At this time, things were looking pretty healthy from the server end.
Impact on Memory and Swapping
Increasing the number of WSGI processes had the side-effect of increasing the total amount of system memory used by Mercurial processes in two ways. First, more processes means more memory. That part is obvious. Second, more processes means fewer requests for each process per unit of time and thus it takes longer for each process to reach its max number of requests being being reaped. (It is a common practice in servers to have a single process hand multiple requests. This prevents overhead associated with spawning a new process and loading possibly expensive context in it.)
We had our Mercurial WSGI processes configured to serve 100 requests before being reaped. With the doubling of WSGI processes from 24 to 48, those processes were lingering for 2x as long as before. Since the Mercurial processes grow over time (they are aggressive about caching repository data), this was slowly exhausting our memory pool.
It took a few hours, but a few servers started flirting with high swap usage. (We don't expect the servers to swap.) This is how we identified that memory use wasn't sane.
We lowered the maximum requests per process from 100 to 50 to match the ratio increase in the WSGI worker pool.
Mercurial Memory "Leak"
When we started looking at the memory usage of WSGI processes in more detail, we noticed something strange: RSS of Mercurial processes was growing steadily when processes were streaming bundle data. This seemed very odd to me. Being a Mercurial developer, I was pretty sure the behavior was wrong.

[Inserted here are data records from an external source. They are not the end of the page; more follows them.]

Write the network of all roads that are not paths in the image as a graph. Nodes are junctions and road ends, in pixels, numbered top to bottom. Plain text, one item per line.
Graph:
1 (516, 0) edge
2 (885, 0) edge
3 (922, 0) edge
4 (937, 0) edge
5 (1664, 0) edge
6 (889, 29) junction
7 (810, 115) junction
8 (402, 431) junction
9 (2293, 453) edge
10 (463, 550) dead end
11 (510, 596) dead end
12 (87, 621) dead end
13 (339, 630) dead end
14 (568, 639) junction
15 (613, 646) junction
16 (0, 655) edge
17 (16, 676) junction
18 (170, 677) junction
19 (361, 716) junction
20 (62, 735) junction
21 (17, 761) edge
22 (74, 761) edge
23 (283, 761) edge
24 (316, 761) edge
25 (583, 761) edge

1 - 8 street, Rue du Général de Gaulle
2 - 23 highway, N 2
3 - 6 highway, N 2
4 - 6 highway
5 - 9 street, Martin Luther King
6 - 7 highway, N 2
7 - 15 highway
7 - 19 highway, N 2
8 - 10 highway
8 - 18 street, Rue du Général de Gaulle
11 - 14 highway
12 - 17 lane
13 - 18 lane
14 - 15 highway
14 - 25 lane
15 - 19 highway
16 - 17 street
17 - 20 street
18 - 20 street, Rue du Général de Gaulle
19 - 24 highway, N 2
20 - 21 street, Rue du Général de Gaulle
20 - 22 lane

I filed a bug against Mercurial.
I was able to reproduce the issue locally and started running a bisection to find the regressing changeset. To my surprise, this issue has been around since Mercurial 2.7!

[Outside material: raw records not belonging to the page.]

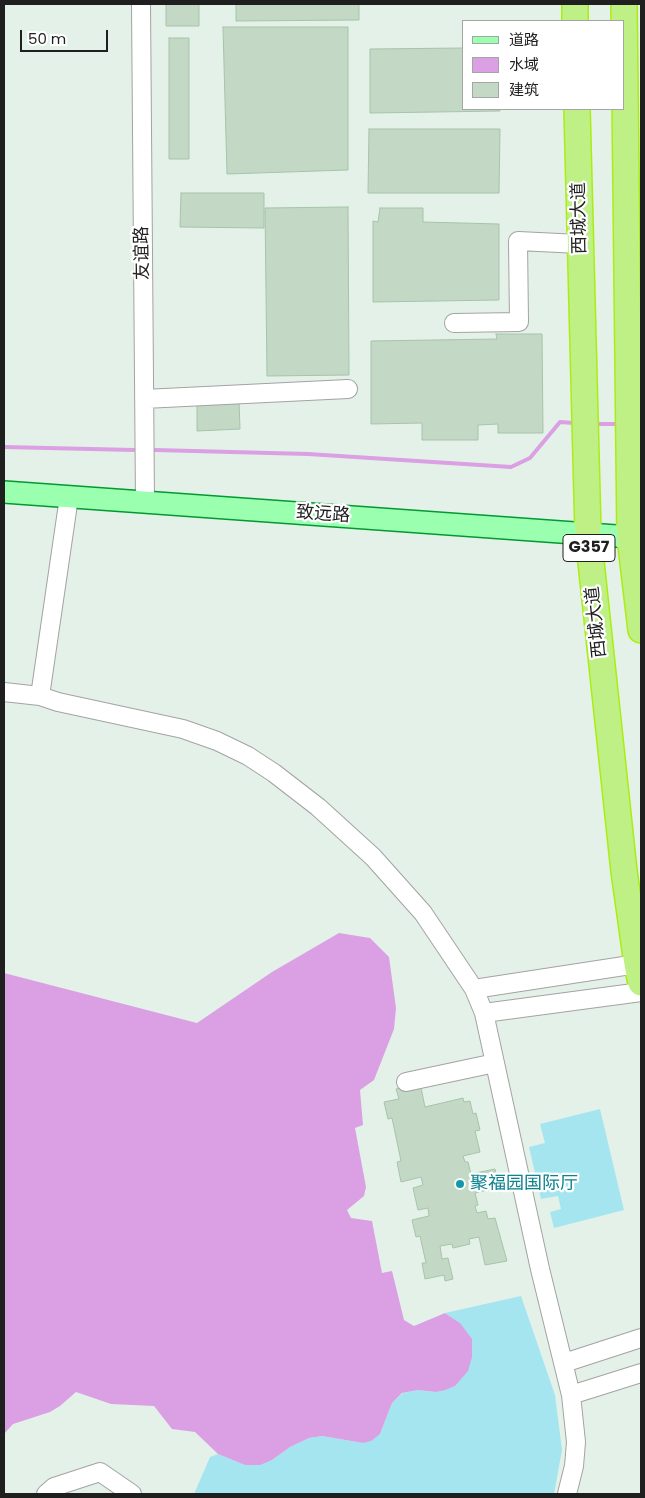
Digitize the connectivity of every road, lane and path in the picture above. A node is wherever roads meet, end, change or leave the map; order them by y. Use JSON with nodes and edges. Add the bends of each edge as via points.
{"nodes":[{"id":1,"x":141,"y":4,"type":"edge"},
{"id":2,"x":575,"y":4,"type":"edge"},
{"id":3,"x":624,"y":4,"type":"edge"},
{"id":4,"x":575,"y":20,"type":"edge"},
{"id":5,"x":625,"y":20,"type":"edge"},
{"id":6,"x":625,"y":29,"type":"edge"},
{"id":7,"x":577,"y":110,"type":"edge"},
{"id":8,"x":580,"y":244,"type":"junction"},
{"id":9,"x":634,"y":253,"type":"edge"},
{"id":10,"x":454,"y":323,"type":"dead end"},
{"id":11,"x":348,"y":389,"type":"dead end"},
{"id":12,"x":144,"y":399,"type":"junction"},
{"id":13,"x":4,"y":492,"type":"edge"},
{"id":14,"x":69,"y":497,"type":"junction"},
{"id":15,"x":145,"y":502,"type":"junction"},
{"id":16,"x":588,"y":534,"type":"junction"},
{"id":17,"x":636,"y":538,"type":"edge"},
{"id":18,"x":641,"y":630,"type":"edge"},
{"id":19,"x":4,"y":692,"type":"edge"},
{"id":20,"x":40,"y":696,"type":"junction"},
{"id":21,"x":639,"y":974,"type":"edge"},
{"id":22,"x":474,"y":989,"type":"junction"},
{"id":23,"x":641,"y":992,"type":"edge"},
{"id":24,"x":484,"y":1013,"type":"junction"},
{"id":25,"x":495,"y":1064,"type":"junction"},
{"id":26,"x":406,"y":1082,"type":"dead end"},
{"id":27,"x":641,"y":1338,"type":"edge"},
{"id":28,"x":564,"y":1363,"type":"junction"},
{"id":29,"x":641,"y":1373,"type":"edge"},
{"id":30,"x":571,"y":1395,"type":"junction"},
{"id":31,"x":46,"y":1494,"type":"edge"},
{"id":32,"x":132,"y":1494,"type":"edge"},
{"id":33,"x":567,"y":1494,"type":"edge"}],
"edges":[{"from":1,"to":12,"type":"street","name":"友谊路"},
{"from":2,"to":4,"type":"highway"},
{"from":3,"to":5,"type":"highway","number":"G357"},
{"from":6,"to":9,"type":"highway","number":"G357"},
{"from":7,"to":8,"type":"highway","name":"西城大道","number":"G357"},
{"from":8,"to":10,"type":"street","via":[[518,241],[519,322]]},
{"from":8,"to":16,"type":"highway","name":"西城大道","number":"G357"},
{"from":9,"to":17,"type":"highway","number":"G357"},
{"from":11,"to":12,"type":"street"},
{"from":12,"to":15,"type":"street","name":"友谊路"},
{"from":13,"to":14,"type":"main road","name":"致远路"},
{"from":14,"to":15,"type":"main road","name":"致远路"},
{"from":14,"to":20,"type":"street"},
{"from":15,"to":16,"type":"main road","name":"致远路"},
{"from":16,"to":17,"type":"main road","name":"致远路"},
{"from":16,"to":21,"type":"highway","name":"西城大道","number":"G357","via":[[624,871]]},
{"from":17,"to":18,"type":"highway","number":"G357"},
{"from":19,"to":20,"type":"street"},
{"from":20,"to":22,"type":"street","via":[[183,729],[217,741],[274,773],[318,807],[373,857],[423,913]]},
{"from":21,"to":22,"type":"street"},
{"from":22,"to":24,"type":"street"},
{"from":23,"to":24,"type":"street"},
{"from":24,"to":25,"type":"street"},
{"from":25,"to":26,"type":"street"},
{"from":25,"to":28,"type":"street"},
{"from":27,"to":28,"type":"street"},
{"from":28,"to":30,"type":"street"},
{"from":29,"to":30,"type":"street"},
{"from":30,"to":33,"type":"street","via":[[576,1442]]},
{"from":31,"to":32,"type":"street","via":[[54,1487],[100,1472]]}]}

I looked at the code in question, identified why so much memory was being allocated, and submitted patches to stop an unbounded memory growth during clone/pull and to further reduce memory use during those operations. Both of those patches have been queued to go in the next stable release of Mercurial, 3.2.1.
Mercurial 3.2 is still not as memory efficient during clones as Mercurial 2.5.4. If I have time, I'd like to formulate more patches. But the important fix - not growing memory unbounded during clone/pull - is in place.
Armed with the knowledge that Mercurial is leaky (although not a leak in the traditional sense since the memory was eventually getting garbage collected), we further reduced the max requests per process from 50 to 20. This will cause processes to get reaped sooner and will be more aggressive about keeping RSS growth in check.
Root Cause
We suspect the root cause of the event is a network event.
Before this outage, we rarely had more than 10 requests being served from the WSGI worker pool. In other words, we were often well below 50% capacity. But something changed yesterday. More slots were being occupied and high-bandwidth operations were taking longer to complete. Kendall Libby noted that outbound traffic dropped by ~800 Mbps during the event. For reasons that still haven't been identified, the network became slower, clones weren't being processed as quickly, and clients were occupying WSGI processes for longer amounts of time. This eventually exhausted the available process pool, leading to HTTP 503's, intermittent service availability, and a tree closure.
Interestingly, we noticed that in-flight HTTP requests are abnormally high again this morning. However, because the servers are now configured to handle the extra capacity, we seem to be powering through it without any issues.
In Hindsight
You can make the argument that the servers weren't configured to serve as much traffic as possible. After all, we were able to double the WSGI process pool without hitting CPU, I/O, and memory limits.
The servers were conservatively configured. However, the worker pool was initially configured at 2x CPU core count. And as a general rule of thumb, you don't want your worker pool to be much greater than CPU count because that introduces context switching and can give each individual process a smaller slice of the CPU to process requests, leading to higher latency. Since clone operations often manage to peg a single CPU core, there is some justification for keeping the ratio of WSGI workers to CPU count low. Furthermore, we rarely came close to exhausting the WSGI worker pool before. There was little to no justification for increasing capacity to a threshold not normally seen.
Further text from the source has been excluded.